The problem that Liberia currently faces is that not only is it realistically impossible for it to pay this external debt, but the task of working to pay off the debt works to contradict the government’s duty to rebuild the nation. After all, how is it possible for a government to effectively cope with an 80% poverty rate, a 76% illiteracy rate, and an 85% unemployment rate, while paying off an external debt that is equivalent to 800% of its GDP, or 3000% of its exports? Additionally, having to pay back the external debt that was incurred by Liberia’s former violent governments negatively affects the legitimacy of the current government, making it harder for this government to move forward with development projects.

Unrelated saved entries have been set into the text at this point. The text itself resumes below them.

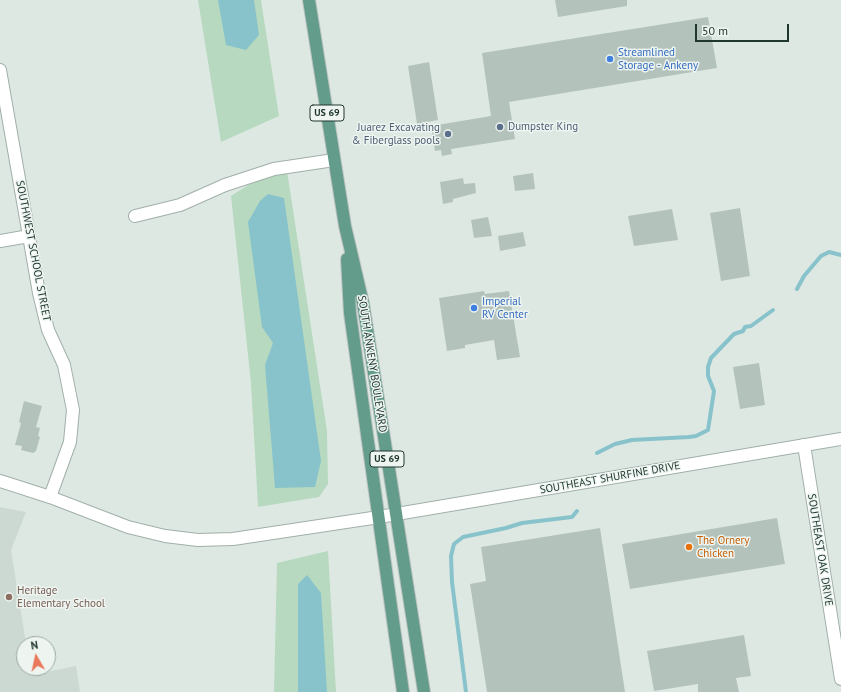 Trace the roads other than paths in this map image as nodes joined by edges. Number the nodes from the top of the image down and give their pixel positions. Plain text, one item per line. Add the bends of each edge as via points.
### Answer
1 (309, 0) edge
2 (0, 70) edge
3 (334, 160) junction
4 (135, 216) dead end
5 (344, 226) junction
6 (29, 236) junction
7 (0, 241) edge
8 (841, 439) edge
9 (804, 445) junction
10 (0, 481) edge
11 (50, 497) junction
12 (396, 514) junction
13 (379, 517) junction
14 (841, 679) edge
15 (403, 692) edge
16 (424, 692) edge

1 - 3 main road, SOUTH ANKENY BOULEVARD / US 69
2 - 6 street, SOUTHWEST SCHOOL STREET
3 - 4 street via 274,169 225,185 180,205
3 - 5 main road, SOUTH ANKENY BOULEVARD / US 69
5 - 12 main road, SOUTH ANKENY BOULEVARD / US 69 via 363,302
5 - 13 main road, SOUTH ANKENY BOULEVARD / US 69 via 350,313
6 - 7 street
6 - 11 street, SOUTHWEST SCHOOL STREET via 48,330 64,365 73,410 70,442
8 - 9 street, SOUTHEAST SHURFINE DRIVE
9 - 12 street, SOUTHEAST SHURFINE DRIVE
9 - 14 street, SOUTHEAST OAK DRIVE
10 - 11 street, SOUTHEAST SHURFINE DRIVE
11 - 13 street, SOUTHEAST SHURFINE DRIVE via 128,527 165,536 198,540 259,535
12 - 13 street, SOUTHEAST SHURFINE DRIVE
12 - 16 main road, SOUTH ANKENY BOULEVARD / US 69
13 - 15 main road, SOUTH ANKENY BOULEVARD / US 69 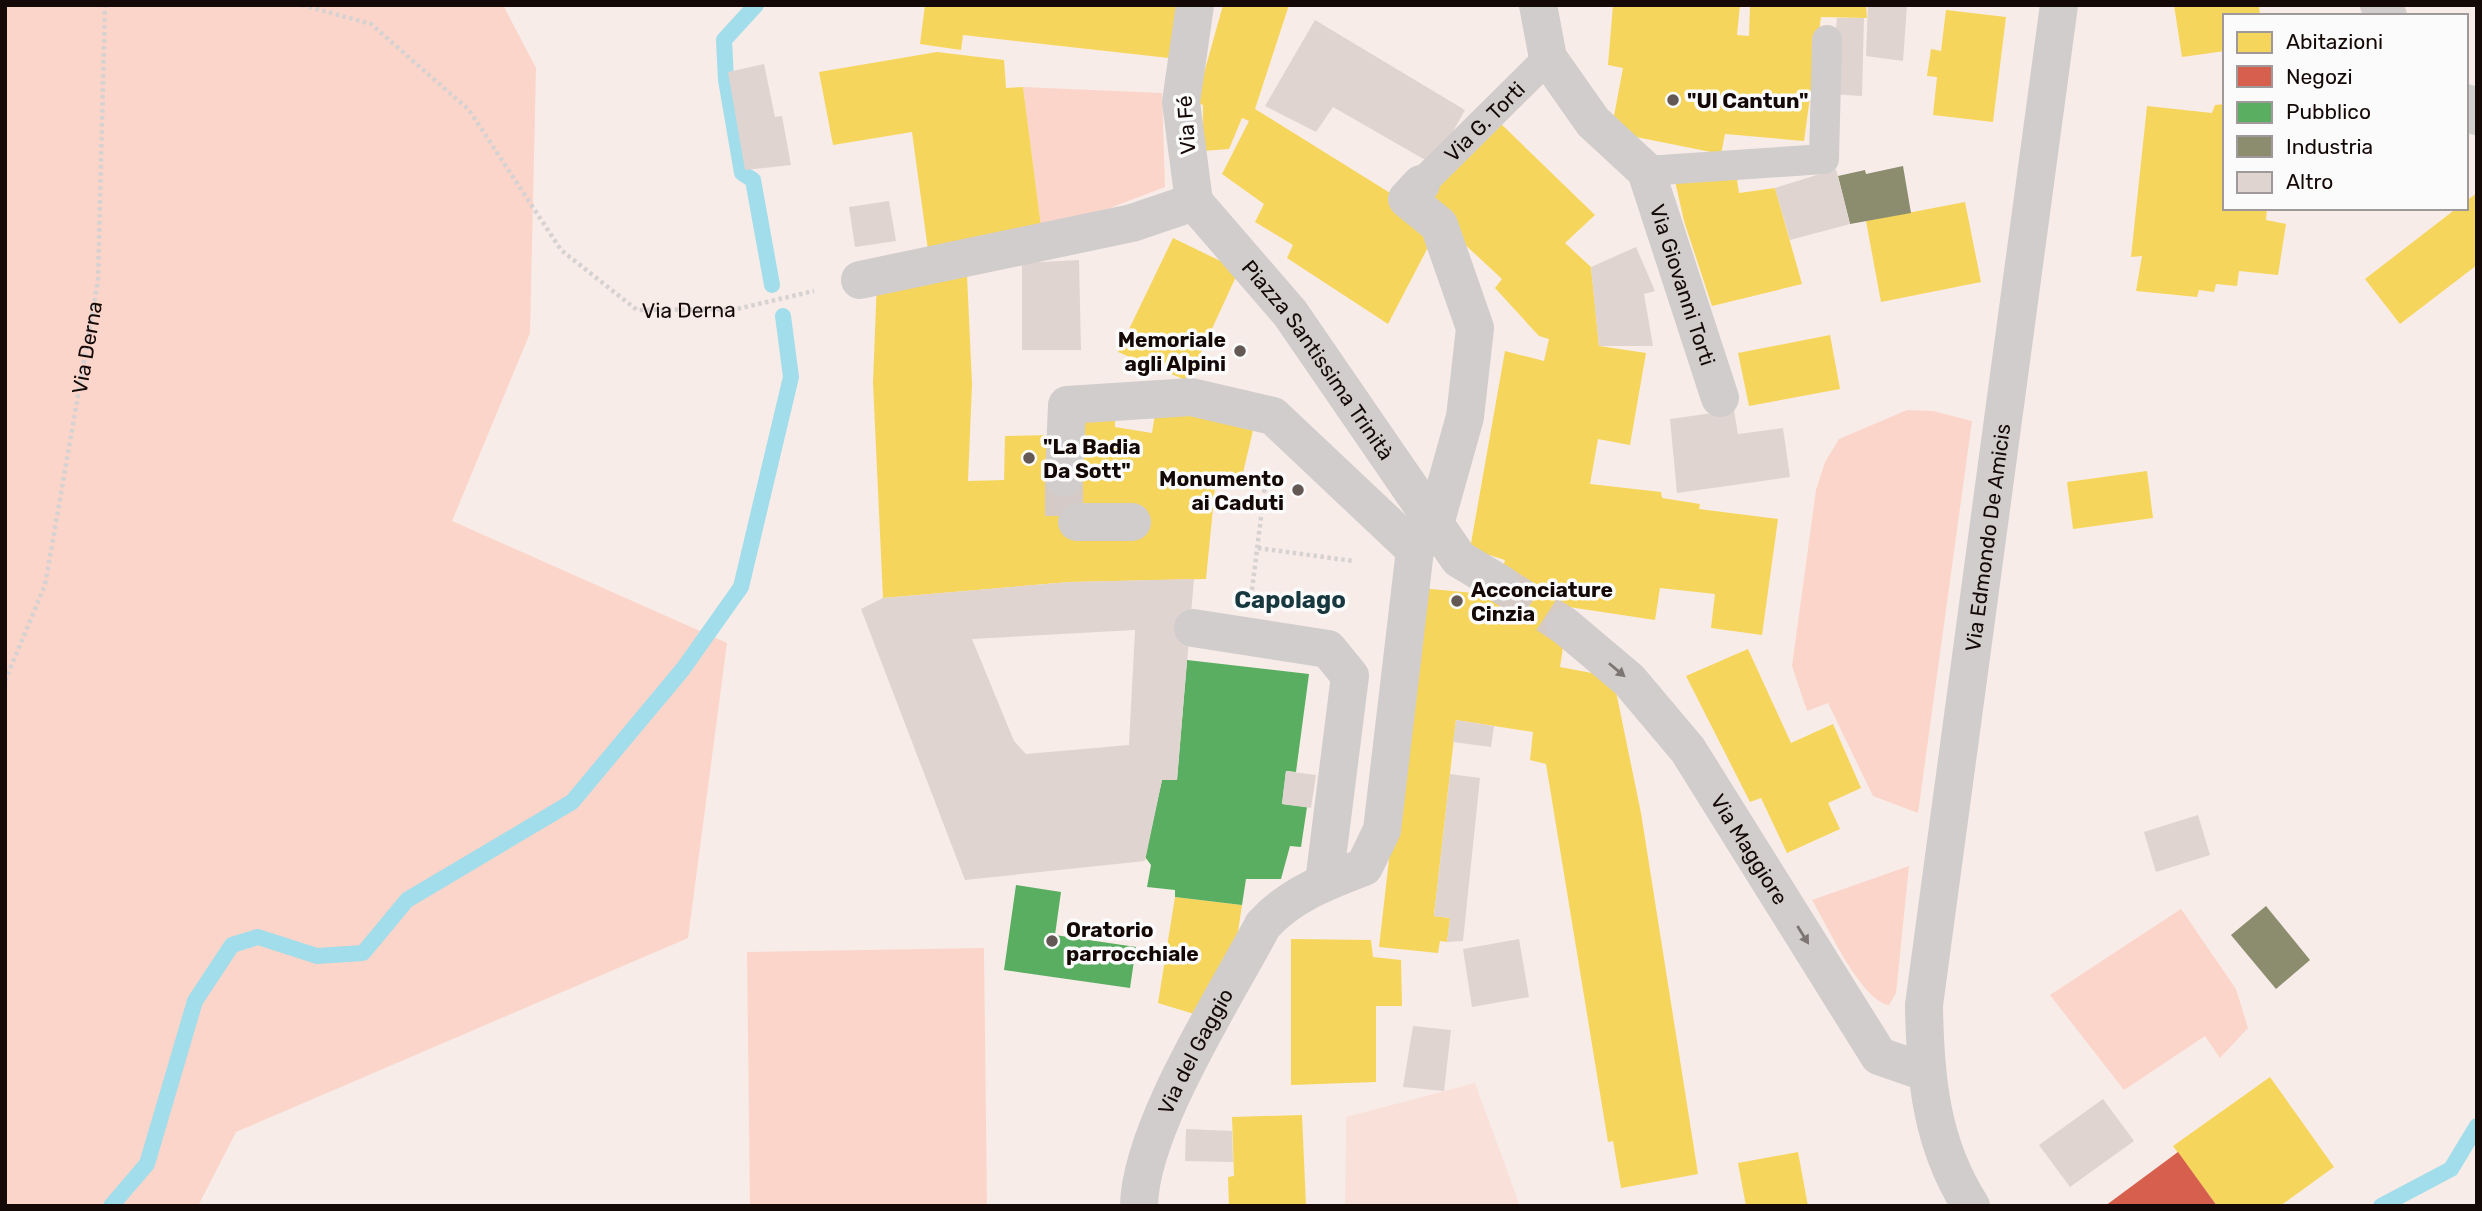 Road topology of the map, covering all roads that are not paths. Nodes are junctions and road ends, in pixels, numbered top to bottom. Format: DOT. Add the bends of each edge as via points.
graph roads {
  1 [pos="1195,5"];
  2 [pos="1538,5"];
  3 [pos="2059,5"];
  4 [pos="1827,40"];
  5 [pos="1548,58"];
  6 [pos="1646,171"];
  7 [pos="1421,184"];
  8 [pos="1194,202"];
  9 [pos="860,280"];
  10 [pos="1720,398"];
  11 [pos="1064,478"];
  12 [pos="1077,522"];
  13 [pos="1132,522"];
  14 [pos="1421,547"];
  15 [pos="1499,583"];
  16 [pos="1565,626"];
  17 [pos="1193,628"];
  18 [pos="1324,882"];
  19 [pos="1925,1072"];
  20 [pos="1139,1206"];
  21 [pos="1971,1206"];
  1 -- 8 [label="street, Via Fé" via="1181,102"];
  2 -- 5 [label="street, Via Giovanni Torti"];
  3 -- 19 [label="street, Via Edmondo De Amicis" via="1924,1005"];
  4 -- 6 [label="lane" via="1824,159"];
  5 -- 6 [label="street, Via Giovanni Torti" via="1593,122"];
  5 -- 7 [label="lane, Via G. Torti"];
  6 -- 10 [label="street, Via Giovanni Torti"];
  7 -- 14 [label="street" via="1407,199 1439,225 1475,328 1465,417"];
  8 -- 9 [label="street" via="1132,223"];
  8 -- 14 [label="street, Piazza Santissima Trinità" via="1290,313"];
  11 -- 14 [label="street, Piazza Santissima Trinità" via="1067,405 1191,397 1273,416"];
  12 -- 13 [label="street"];
  14 -- 15 [label="street, Piazza Santissima Trinità" via="1459,559"];
  14 -- 18 [label="street" via="1381,830 1364,867"];
  16 -- 19 [label="street, Via Maggiore, one-way" via="1629,680 1688,750 1879,1056"];
  17 -- 18 [label="street" via="1328,649 1350,676"];
  18 -- 20 [label="street, Via del Gaggio" via="1278,909 1263,925 1154,1139 1139,1188"];
  19 -- 21 [label="street, Via Edmondo De Amicis" via="1936,1134"];
}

Although it would seem within the mandate of the HIPC Initiative to provide assistance to Liberia, Liberia does not currently qualify for HIPC Initiative assistance. Despite the fact that Liberia is currently under an IMF Staff Monitored Program, it must agree to the conditions of permanent IMF and World Bank programs, and must have developed a Poverty Reduction Strategy Paper (PSRP) in order to qualify. If Liberia does agree to such programs, and is able to make sufficient progress in introducing reform and sound policies through such programs, the international financial community will agree to reduce the debt to an agreed sustainability threshold. At this point, Liberia will receive what is called interim relief, but will still not qualify for the full and irrevocable reduction in debt that the HIPC Initiative offers. In order to reach what is called the completion point, Liberia must establish a further track record of good performance under IMF and World Bank programs, it must implement further key reforms outlined by such financial institutions, and then it must adopt and implement its PSRP for at least one year.

Not only is the process of attaining HIPC Initiative assistance complicated and time-consuming to explain, it is even more complicated and time-consuming to implicate. Potential IMF reforms that could be imposed on Liberia include the stabilization of exchange rates, reform of state-run enterprises, restructuring of corporate tax rates, land reform, and measures to keep inflation low. This could result in the reduction of Liberia’s currency value, the size of its bureaucracy, and social spending on health care, education, and other such institutions. Accordingly, the rates of unemployment, homelessness, and illiteracy are likely to go up for Liberia in the short run, and the popularity and stability of Liberia’s newly elected government will be jeopardized.
Not only are the implementation of IMF reforms and policies likely to be difficult and increase short-term poverty, the completion of the HIPC initiative will be anything but immediate. Zambia took over 10 years to reach the completion point under this initiative, as did Burundi and the Central African Republic. In fact, the fastest country to reach such a point was Uganda, which took 6 years to complete the process. Accordingly, Liberia’s urgent need for instant debt relief will go disregarded under the HIPC Initiative, and the poverty and unemployment that has contributed to this need will in fact increase during the next several years that Liberia will have to wait for assistance.

The HIPC Initiative is a much-needed program for countries such as Liberia that are faced with unmanageable debt. The problem is that the HIPC Initiative is currently failing to provide Liberia with the assistance needed for its development and democratization. If such an initiative is to actually fulfill its own objectives in the case of Liberia, it must itself be made to provide for Liberia’s needs by means of a manageable approach, and must be made to do so today.